**THE PROBLEM**
Check each line of the data below for the word "view". How many lines have it? Answer with the number alone.

PROVIDED RECORDS Start Marker

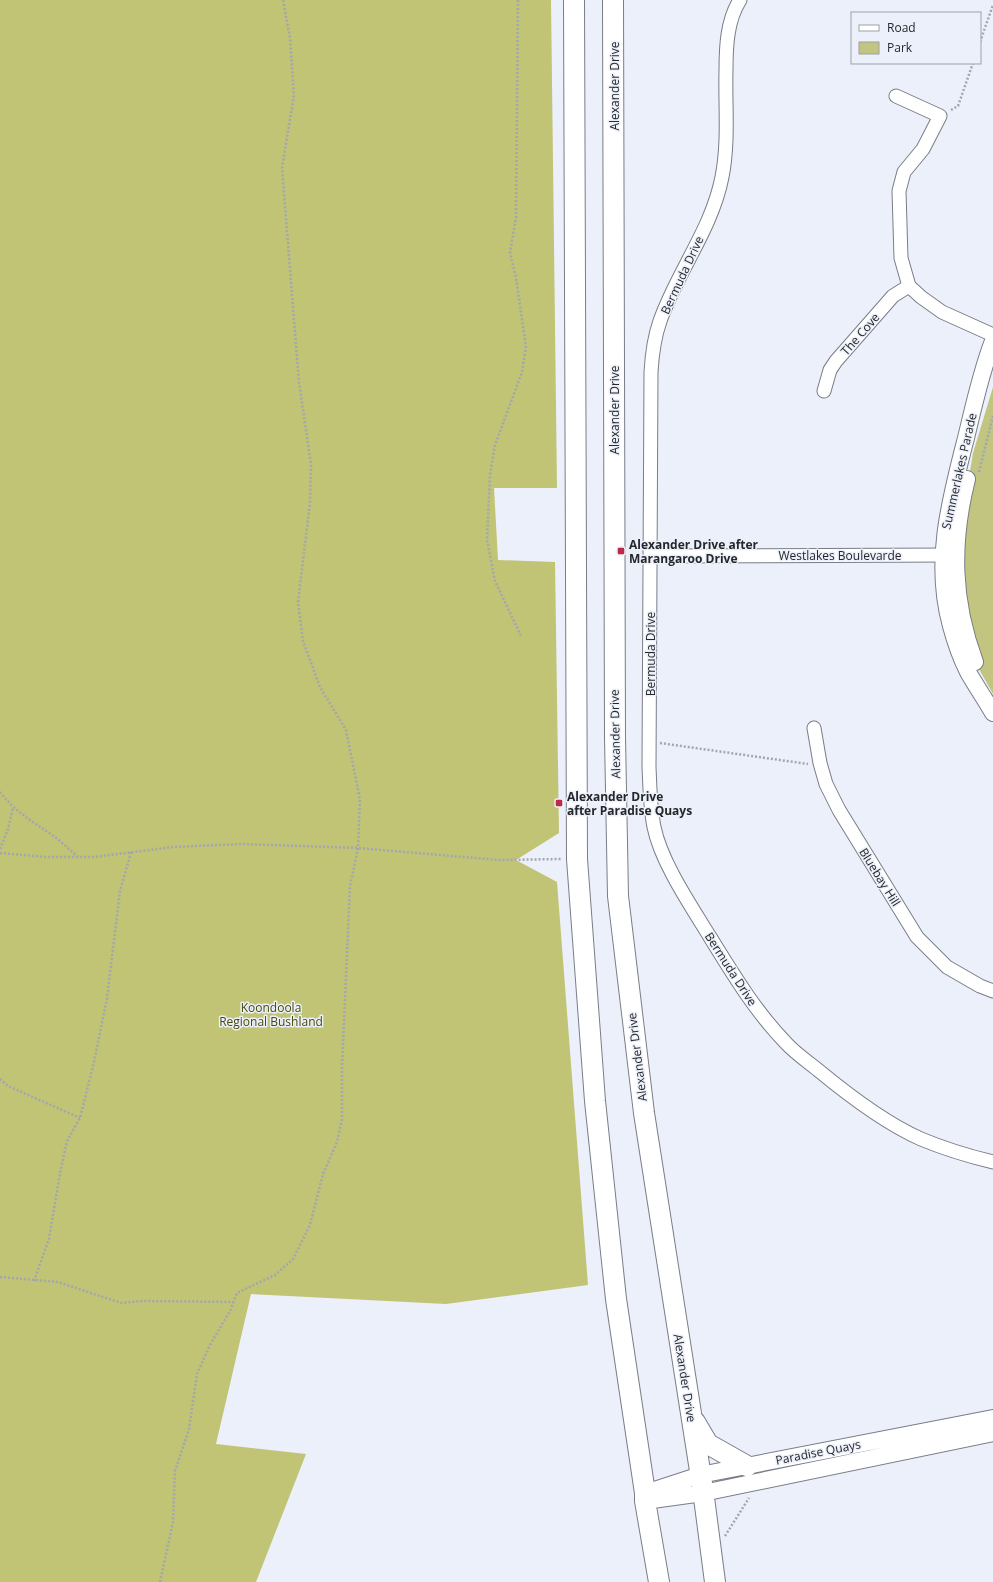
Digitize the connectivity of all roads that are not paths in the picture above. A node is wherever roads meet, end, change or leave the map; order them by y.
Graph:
1 (574, 0) edge
2 (613, 0) edge
3 (740, 0) edge
4 (896, 96) dead end
5 (909, 286) junction
6 (993, 336) edge
7 (993, 341) edge
8 (993, 375) edge
9 (824, 391) dead end
10 (950, 555) junction
11 (650, 556) junction
12 (993, 694) edge
13 (993, 713) edge
14 (814, 728) dead end
15 (993, 991) edge
16 (993, 1162) edge
17 (691, 1415) junction
18 (993, 1418) edge
19 (993, 1433) edge
20 (747, 1466) junction
21 (702, 1484) junction
22 (645, 1497) junction
23 (659, 1582) edge
24 (715, 1582) edge

1 - 22 main road
2 - 17 main road, Alexander Drive
3 - 11 street, Bermuda Drive
4 - 5 street
5 - 6 street
5 - 9 street, The Cove
7 - 10 street, Summerlakes Parade
8 - 10 street, Summerlakes Parade
10 - 11 street, Westlakes Boulevarde
10 - 12 street, Summerlakes Parade
10 - 13 street, Summerlakes Parade
11 - 16 street, Bermuda Drive
14 - 15 street, Bluebay Hill
17 - 20 main road
17 - 21 main road, Alexander Drive
18 - 20 street, Paradise Quays
19 - 21 street, Paradise Quays
20 - 21 street, Paradise Quays
21 - 22 street, Paradise Quays
21 - 24 main road, Alexander Drive
22 - 23 main road

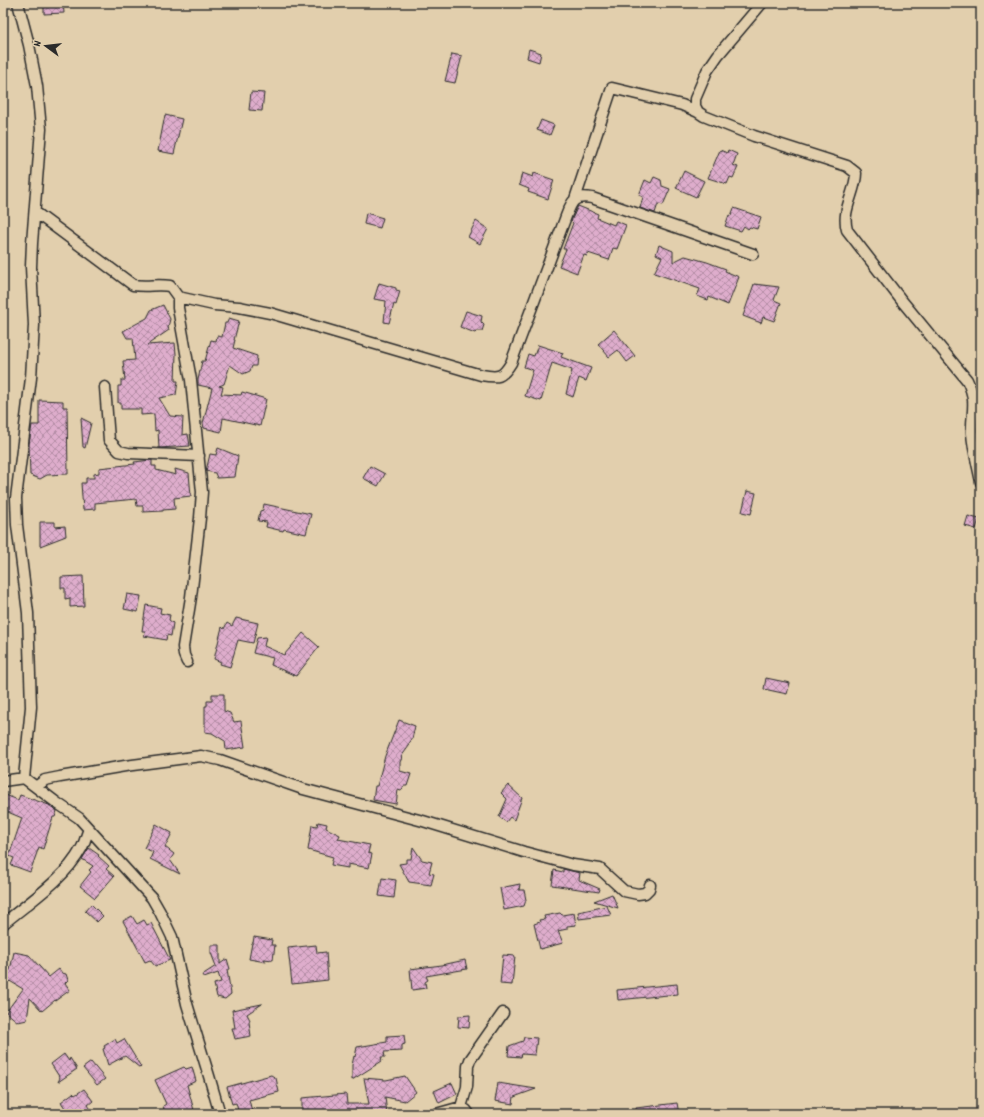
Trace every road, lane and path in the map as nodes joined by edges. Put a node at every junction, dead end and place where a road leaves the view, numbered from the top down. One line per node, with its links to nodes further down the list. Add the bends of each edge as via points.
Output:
1 (18, 3): 5 (street, via 37,86 41,129)
2 (762, 3): 3 (street, via 712,62 695,99)
3 (698, 112): 4 (street, via 682,105 612,88); 10 (street, via 754,136 847,166 856,173 845,216 847,230 968,380 974,401 972,432)
4 (575, 199): 6 (street, via 584,196 592,198); 7 (street, via 565,219 515,354 507,370 494,378 270,313 214,305)
5 (35, 212): 7 (street, via 133,285 170,286); 12 (street, via 31,261 34,325 31,378 16,498 28,613 31,699)
6 (754, 254)
7 (178, 296): 9 (street, via 192,380)
8 (105, 387): 9 (street, via 109,440 119,451)
9 (199, 456): 11 (street, via 202,492 183,647)
10 (981, 482)
11 (187, 662)
12 (24, 778): 13 (street); 14 (street)
13 (3, 781)
14 (36, 787): 15 (street, via 80,818); 16 (street, via 46,780 60,777 192,757 209,757 303,789 423,821 524,852 600,869 624,891 645,893)
15 (89, 829): 17 (street, via 73,862 52,884); 20 (street, via 152,898 172,937 187,1004)
16 (650, 885)
17 (3, 924)
18 (503, 1013): 19 (street, via 470,1060)
19 (465, 1110): 21 (street)
20 (220, 1114)
21 (436, 1114)

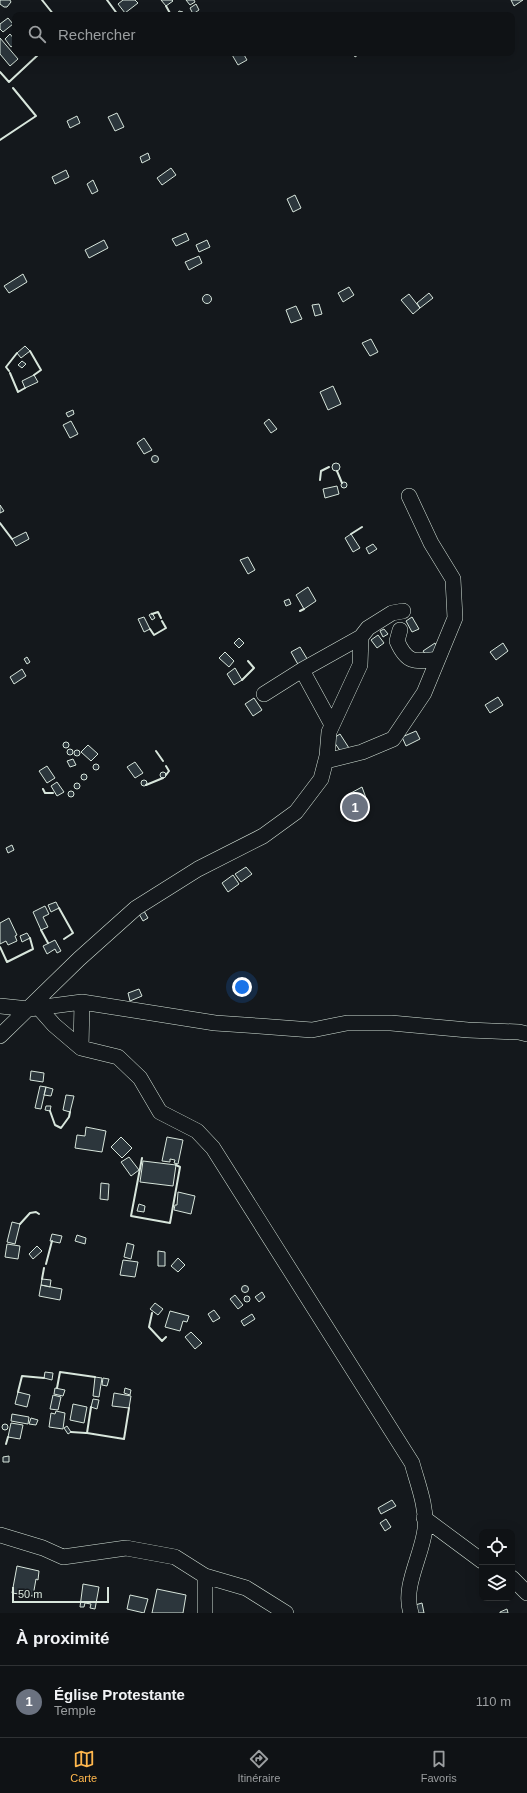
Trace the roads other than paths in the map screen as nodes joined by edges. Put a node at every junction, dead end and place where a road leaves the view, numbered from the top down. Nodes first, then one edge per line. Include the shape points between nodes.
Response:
1 (409, 496) dead end
2 (403, 612) dead end
3 (400, 630) dead end
4 (360, 637) junction
5 (438, 659) junction
6 (302, 670) junction
7 (264, 694) dead end
8 (332, 725) junction
9 (326, 761) junction
10 (82, 1002) junction
11 (0, 1006) edge
12 (34, 1008) junction
13 (527, 1034) edge
14 (0, 1036) edge
15 (81, 1048) junction
16 (424, 1518) junction
17 (0, 1535) edge
18 (479, 1559) edge
19 (205, 1576) junction
20 (515, 1581) edge
21 (527, 1593) edge
22 (205, 1613) edge
23 (286, 1613) edge
24 (411, 1613) edge

1 - 5 street via 431,543 453,579 456,618
2 - 4 street via 392,613 368,628
3 - 5 street via 397,641 402,654 417,662
4 - 6 street
4 - 8 street via 360,665
5 - 9 street via 424,693 393,739 362,752
6 - 7 street
6 - 8 street
8 - 9 street
9 - 12 street via 321,779 296,812 264,836 198,869 136,908 79,959
10 - 12 street
10 - 13 street via 215,1023 267,1027 312,1030 347,1023 391,1023
10 - 15 street
11 - 12 street
12 - 14 street
12 - 15 street
15 - 16 street via 118,1057 140,1078 160,1112 197,1131 213,1148 412,1464 424,1508
16 - 18 street
16 - 24 street via 425,1529 420,1555 408,1592
17 - 19 street via 63,1557 126,1548 175,1557
19 - 22 street
19 - 23 street via 246,1588
20 - 21 street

PROVIDED RECORDS End Marker

**SOLUTION**
2